Large shopping mall complexes line Manila's busiest transit routes and have become major landmarks dotting the Philippine urban landscape in both the capital region and provincial cities. As public place, the mall serves as perhaps the most familiar and widely shared contemporary symbol of material progress and capitalist development in the Philippines. As public space, moreover, the mall offers an unusually accessible and desegregated social venue to broad cross sections of the country's urban population.

This paper examines the emergence of a commodity culture associated with Philippine malls and "malling," particularly as they relate to questions of social class and public space. Ostensibly a "neutral' space open to all social classes, malls also represent an opportunity for both the flaunting and the disguising of status defined by things manufactured and consumed. Similarly, "malling" has also become a leisure activity replacing public park outings (Ocampo, 1991) with a decidedly more commercially oriented and stuctured space than the Luneta, for instance. The paper also situates the reduction of spatial and temporal barriers to market exchange realized by the mall within the larger historical context of retail trade, economic growth and urban development in the Philippines. Finally, the paper discusses the implications of the rise of consumers and consumerism associated with the proliferation of shopping malls upon notions of citizenship in the Philippines. Representing a commodified public space that serves-however imperfectly-to blur traditional social distinctions and-however fleetingly-to focus modern individual aspirations, the shopping mall reflects and reproduces an image of limited equality that resonates with realities of "democratic citizenship."

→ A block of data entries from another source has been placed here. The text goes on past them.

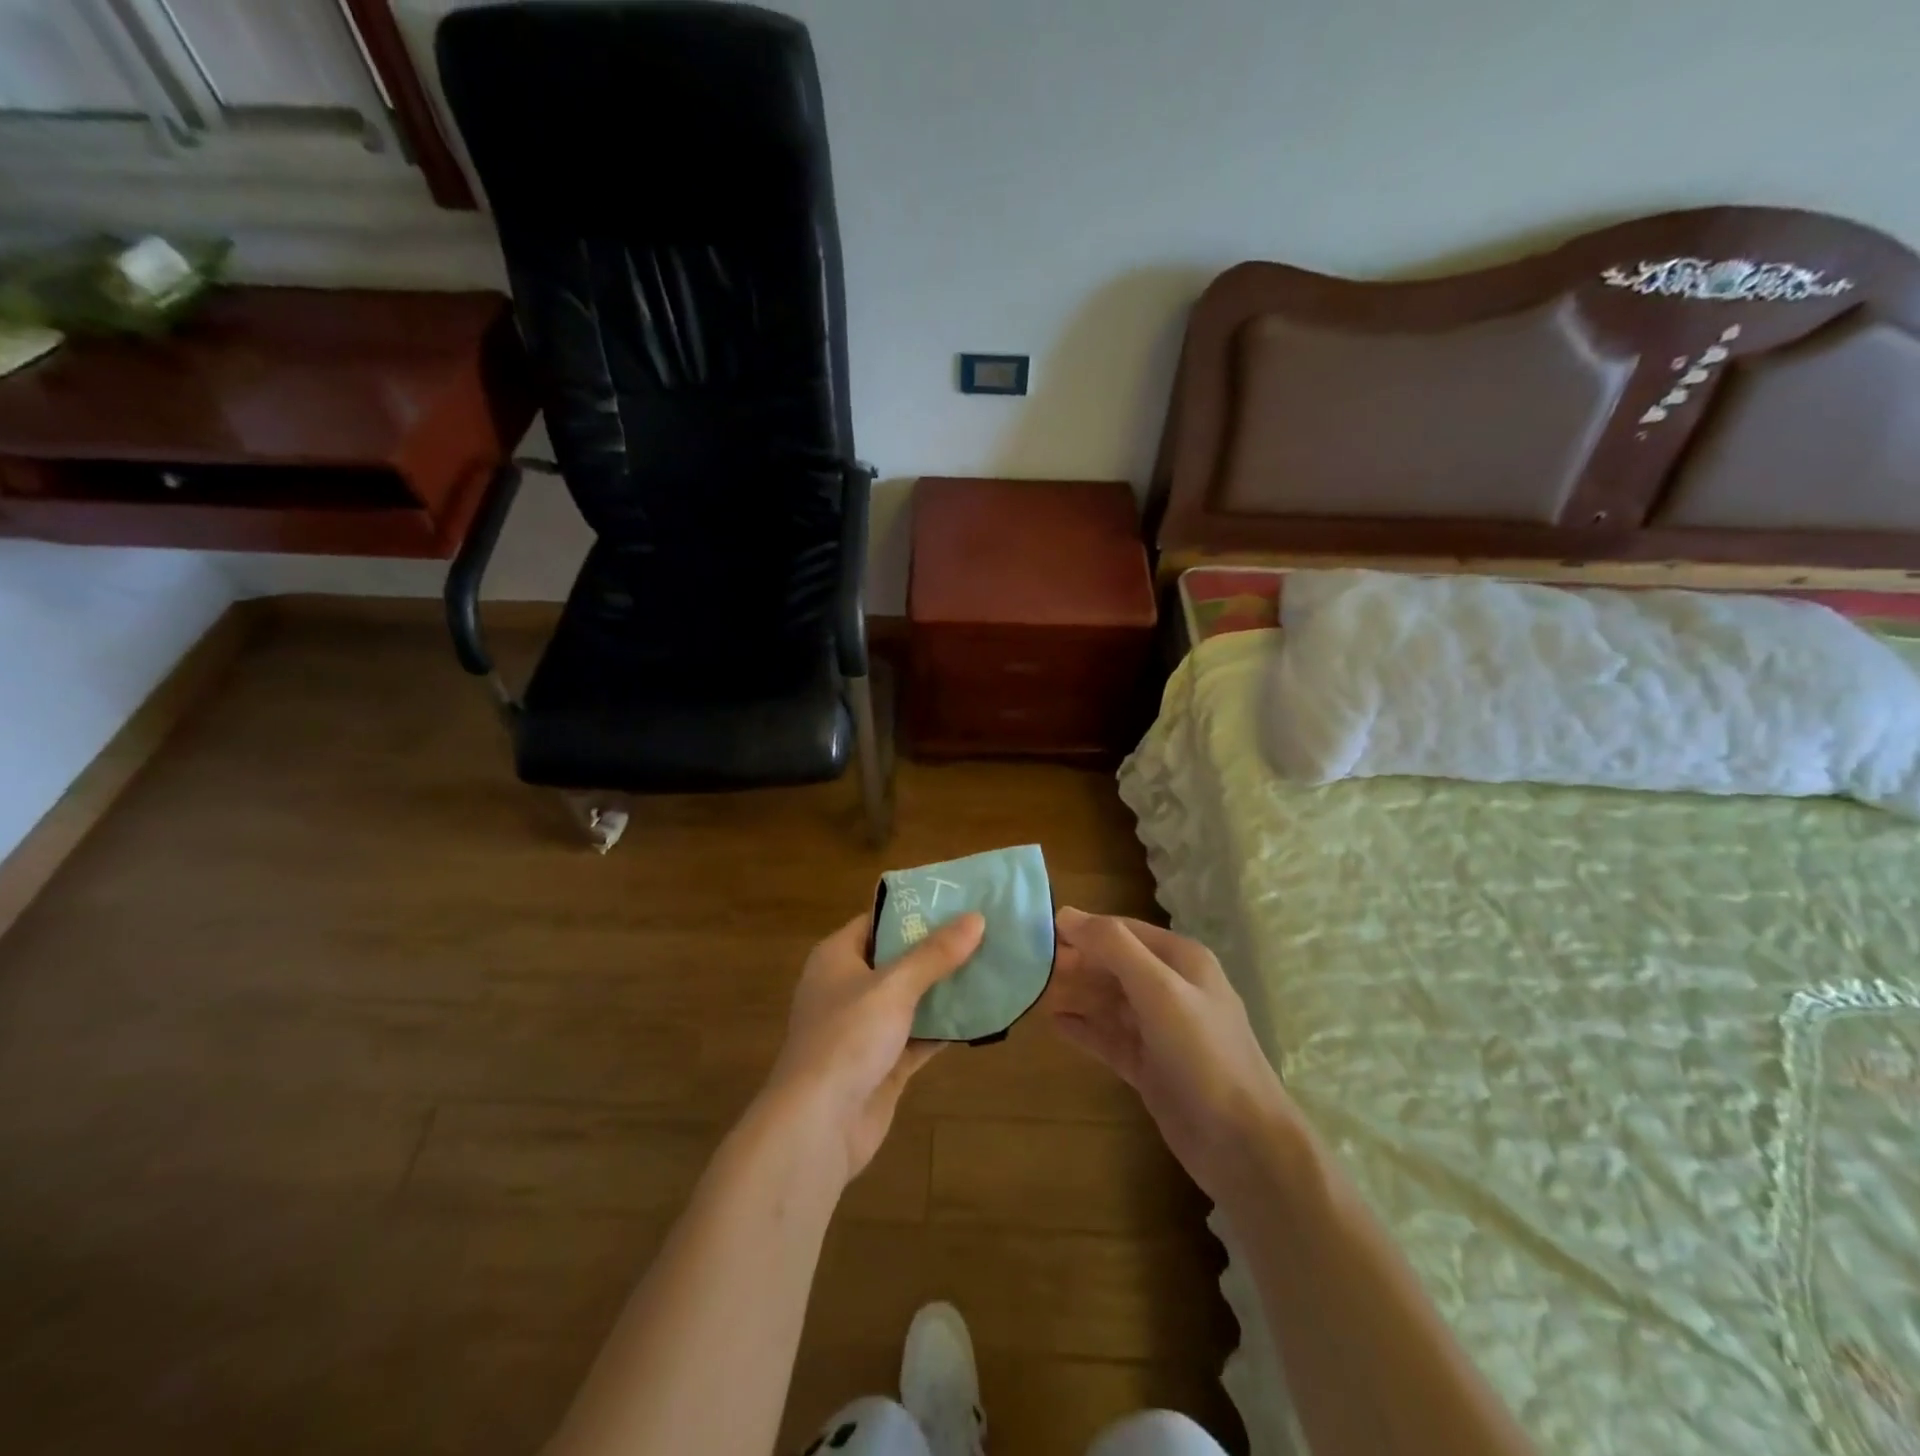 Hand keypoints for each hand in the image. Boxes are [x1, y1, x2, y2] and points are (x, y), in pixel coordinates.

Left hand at [762, 910, 985, 1186]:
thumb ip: (935, 954)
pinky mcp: (881, 1064)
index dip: (915, 910)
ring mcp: (864, 1028)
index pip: (878, 921)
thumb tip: (976, 918)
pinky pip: (918, 1036)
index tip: (957, 900)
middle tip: (984, 932)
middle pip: (898, 959)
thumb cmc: (847, 1038)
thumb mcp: (893, 986)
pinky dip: (944, 1028)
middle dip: (938, 949)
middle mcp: (848, 987)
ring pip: (911, 999)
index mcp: (837, 957)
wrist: (817, 1125)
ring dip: (945, 989)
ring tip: (991, 966)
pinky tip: (981, 1015)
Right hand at [1046, 907, 1295, 1203]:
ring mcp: (1160, 1029)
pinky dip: (1085, 1029)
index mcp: (1181, 960)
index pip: (1123, 931)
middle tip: (1029, 965)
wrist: (1242, 1144)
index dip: (1084, 929)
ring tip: (1034, 991)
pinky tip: (1055, 1025)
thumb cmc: (1202, 1054)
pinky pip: (1110, 1038)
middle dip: (1076, 962)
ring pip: (1109, 1001)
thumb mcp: (1159, 990)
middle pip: (1114, 964)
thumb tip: (1066, 913)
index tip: (1039, 932)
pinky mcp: (1150, 1065)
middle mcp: (1171, 988)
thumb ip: (1114, 947)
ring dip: (1076, 994) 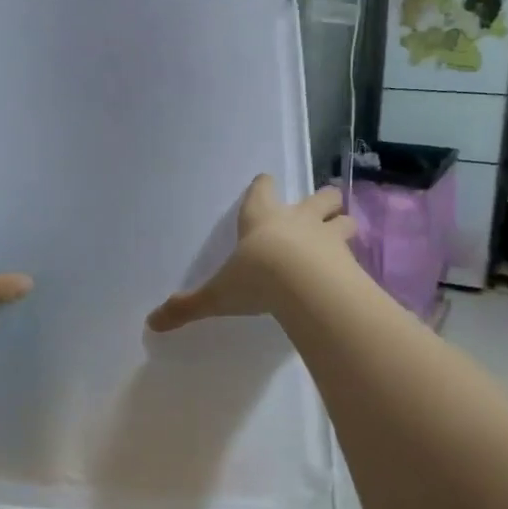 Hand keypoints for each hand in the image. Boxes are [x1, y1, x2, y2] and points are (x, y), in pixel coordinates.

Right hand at [146, 175, 356, 332]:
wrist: (304, 287)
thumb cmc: (255, 278)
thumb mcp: (217, 295)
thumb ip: (188, 306)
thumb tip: (152, 323)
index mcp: (261, 218)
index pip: (263, 189)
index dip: (263, 186)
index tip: (264, 185)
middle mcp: (297, 220)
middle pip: (320, 197)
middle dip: (322, 201)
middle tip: (321, 209)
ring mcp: (328, 236)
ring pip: (344, 219)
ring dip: (342, 225)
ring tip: (339, 237)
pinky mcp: (349, 259)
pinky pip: (355, 253)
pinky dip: (353, 259)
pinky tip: (349, 273) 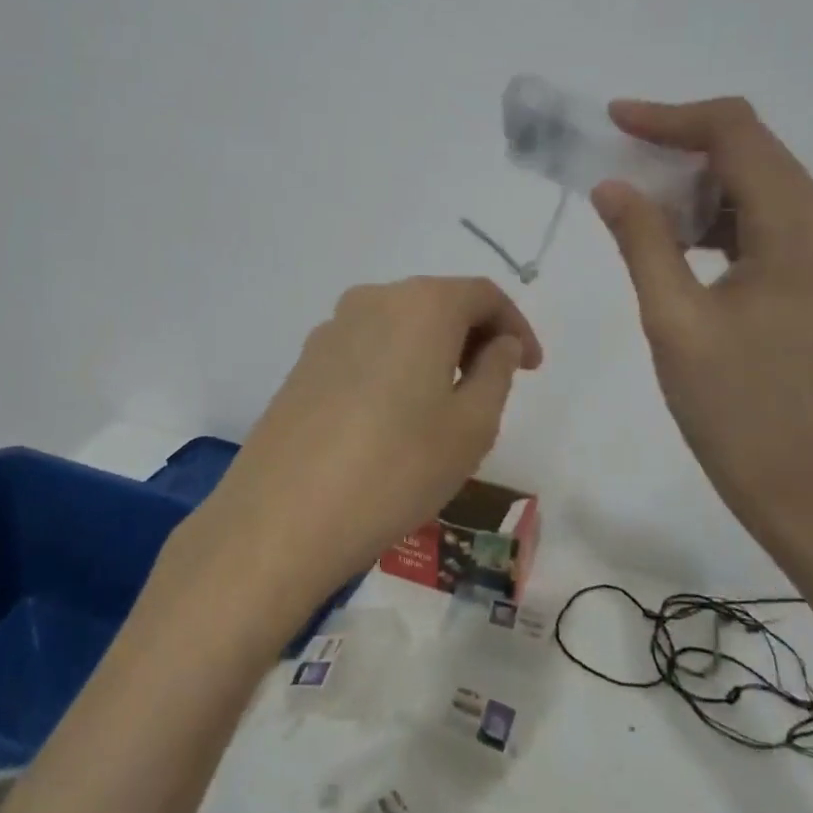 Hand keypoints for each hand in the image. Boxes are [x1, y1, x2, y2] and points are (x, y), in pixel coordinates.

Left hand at [176, 277, 542, 616]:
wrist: (282, 517)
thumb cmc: (396, 468)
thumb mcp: (471, 426)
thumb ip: (496, 372)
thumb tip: (498, 343)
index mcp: (421, 305)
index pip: (483, 294)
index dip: (515, 326)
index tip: (531, 367)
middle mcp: (372, 301)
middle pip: (438, 303)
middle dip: (474, 337)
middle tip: (495, 386)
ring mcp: (330, 330)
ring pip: (400, 326)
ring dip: (433, 353)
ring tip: (446, 406)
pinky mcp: (303, 364)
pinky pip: (366, 350)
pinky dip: (395, 367)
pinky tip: (395, 417)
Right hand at [592, 98, 812, 546]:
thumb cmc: (740, 414)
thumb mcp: (675, 323)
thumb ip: (643, 242)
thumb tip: (613, 185)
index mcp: (801, 232)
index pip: (738, 136)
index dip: (672, 118)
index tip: (614, 121)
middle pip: (755, 154)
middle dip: (682, 148)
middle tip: (617, 164)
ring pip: (762, 190)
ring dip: (699, 187)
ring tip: (639, 206)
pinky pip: (770, 228)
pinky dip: (721, 222)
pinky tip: (679, 245) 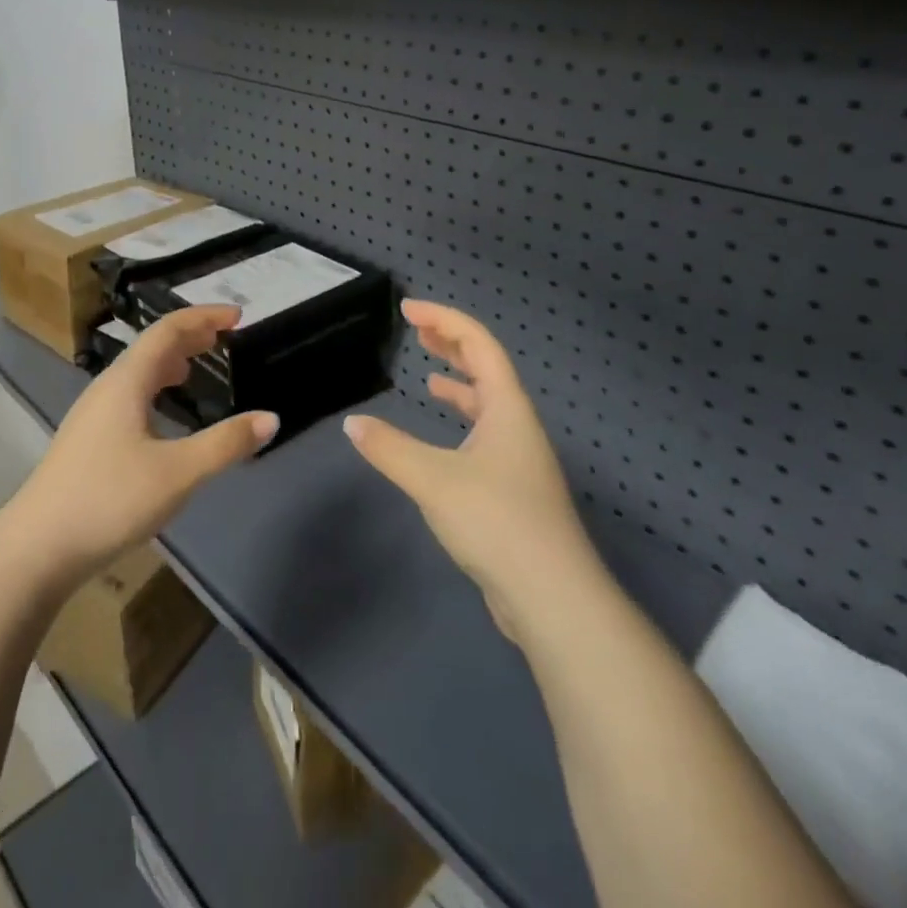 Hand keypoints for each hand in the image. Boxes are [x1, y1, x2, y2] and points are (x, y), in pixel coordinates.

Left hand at [7, 305, 276, 582]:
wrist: (35, 549)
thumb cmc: (109, 500)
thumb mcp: (177, 473)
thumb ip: (225, 444)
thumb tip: (271, 418)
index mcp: (126, 382)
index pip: (168, 331)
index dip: (203, 316)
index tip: (237, 315)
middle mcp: (107, 389)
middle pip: (151, 348)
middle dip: (189, 336)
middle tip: (223, 336)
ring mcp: (92, 415)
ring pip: (137, 373)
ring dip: (171, 362)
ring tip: (196, 366)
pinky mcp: (87, 441)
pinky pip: (129, 396)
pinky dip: (155, 388)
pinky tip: (162, 415)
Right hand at [343, 300, 599, 640]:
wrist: (552, 597)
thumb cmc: (496, 521)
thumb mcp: (433, 479)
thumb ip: (389, 448)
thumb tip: (353, 424)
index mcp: (507, 408)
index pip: (478, 344)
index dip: (444, 320)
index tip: (407, 309)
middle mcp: (518, 425)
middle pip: (487, 368)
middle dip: (452, 343)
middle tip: (418, 329)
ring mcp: (519, 459)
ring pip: (487, 404)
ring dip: (459, 382)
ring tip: (429, 374)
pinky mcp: (513, 491)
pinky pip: (484, 436)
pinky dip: (460, 422)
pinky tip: (440, 441) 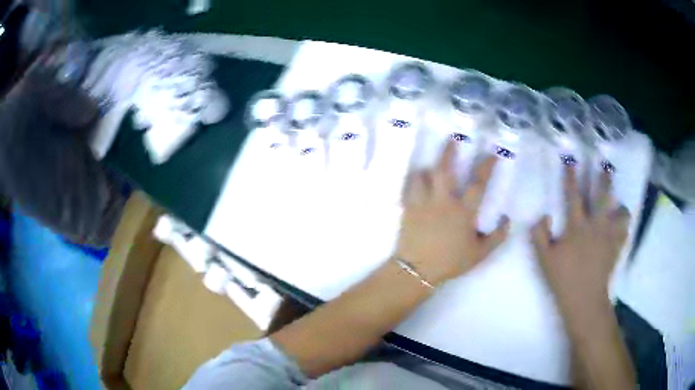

"Opportunities for Improvement": Home Economics and Practical Instruction in Philippine Education
Fenella Cannell,
London School of Economics

This paper explores the teaching of "home economics" and related non-academic disciplines in Philippine schools of the American period, from an anthropological perspective. The context and political bias of Philippine school textbooks has been well discussed, yet the teaching of agriculture, crafts, sports and "domestic economy" has not. However, located at the meeting point of agendas of health, industry and education, these subjects constituted a focus of intense interest for American educational policy from the inception of the public school system.

"Practical" subjects promoted a new series of bodily disciplines which aimed to produce "healthy," "sanitary" and "democratic" citizens, and gradually to domesticate the Filipino home and family for America. These topics can be seen as constructing an image of (gendered) production and consumption which reflected American hopes for a particular engagement with capitalism which they found disturbingly lacking in the Philippines of the 1900s.

These subjects have remained central to the curriculum children encounter in Philippine elementary and high schools up to the present. It is doubtful, however, whether Filipinos chose to learn how to live by "home economics" as willingly as they learned how to teach it, thus creating new avenues for women's social and geographical mobility. Moreover, "home economics" cannot be seen simply as a case of colonializing "bodily regimes," since similar programs were being developed contemporaneously within America, and the image of regulated domestic life played out inside the colonizing power as well as inside the colony.